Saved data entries
◇ ◇ ◇

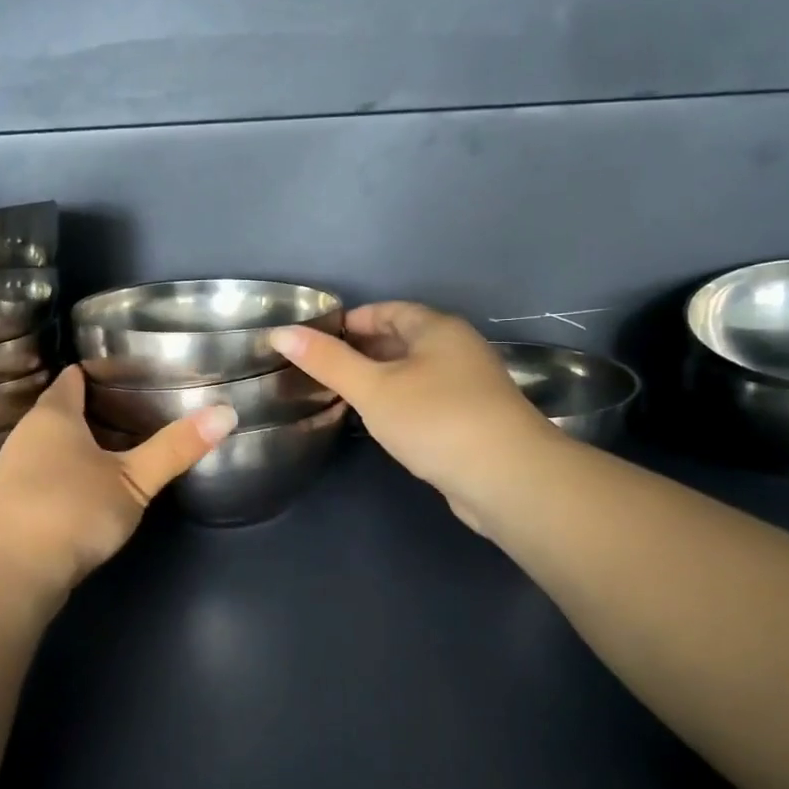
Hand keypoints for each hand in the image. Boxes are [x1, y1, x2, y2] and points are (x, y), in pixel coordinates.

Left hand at [0, 365, 235, 590]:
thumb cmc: (71, 508)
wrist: (8, 573)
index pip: (71, 379)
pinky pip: (44, 478)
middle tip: (135, 409)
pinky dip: (67, 476)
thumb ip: (176, 448)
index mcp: (53, 416)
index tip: (126, 371)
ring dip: (78, 447)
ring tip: (118, 448)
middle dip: (91, 410)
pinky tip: (89, 491)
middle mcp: (27, 437)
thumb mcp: (134, 479)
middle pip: (59, 412)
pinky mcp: (11, 508)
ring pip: (50, 447)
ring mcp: (13, 473)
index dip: (95, 372)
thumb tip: (227, 412)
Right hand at [272, 302, 554, 530]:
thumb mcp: (373, 388)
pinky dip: (401, 402)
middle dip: (364, 350)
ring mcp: (470, 386)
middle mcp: (458, 349)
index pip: (388, 310)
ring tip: (344, 395)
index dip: (352, 321)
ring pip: (416, 372)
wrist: (507, 478)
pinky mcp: (474, 420)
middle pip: (404, 338)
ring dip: (382, 378)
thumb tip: (281, 333)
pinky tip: (383, 422)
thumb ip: (327, 362)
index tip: (317, 340)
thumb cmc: (435, 420)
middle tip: (323, 369)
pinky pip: (427, 398)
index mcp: (437, 329)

◇ ◇ ◇

- **WHAT YOU SHOULD DO**: Look above for the line with "pinky mcp: (11, 508)" and the line with "middle pip: (404, 338)". Write out those two lines and all the lines between them, exactly, and no others.

- **SOLUTION FOR THIS TASK**:
pinky mcp: (11, 508)
ring pip: (50, 447)
ring mcp: (13, 473)
index dip: (95, 372)
thumb tip: (227, 412)
Right hand at [272, 302, 554, 530]:
thumb mcp: (373, 388)
pinky dip: (401, 402)
middle dip: (364, 350)
ring mcp: (470, 386)
middle mcp: (458, 349)
index pip: (388, 310)
ring tip: (344, 395)
index dip: (352, 321)
ring pip: (416, 372)
wrist: (507, 478)
pinky mcp: (474, 420)
middle pip: (404, 338)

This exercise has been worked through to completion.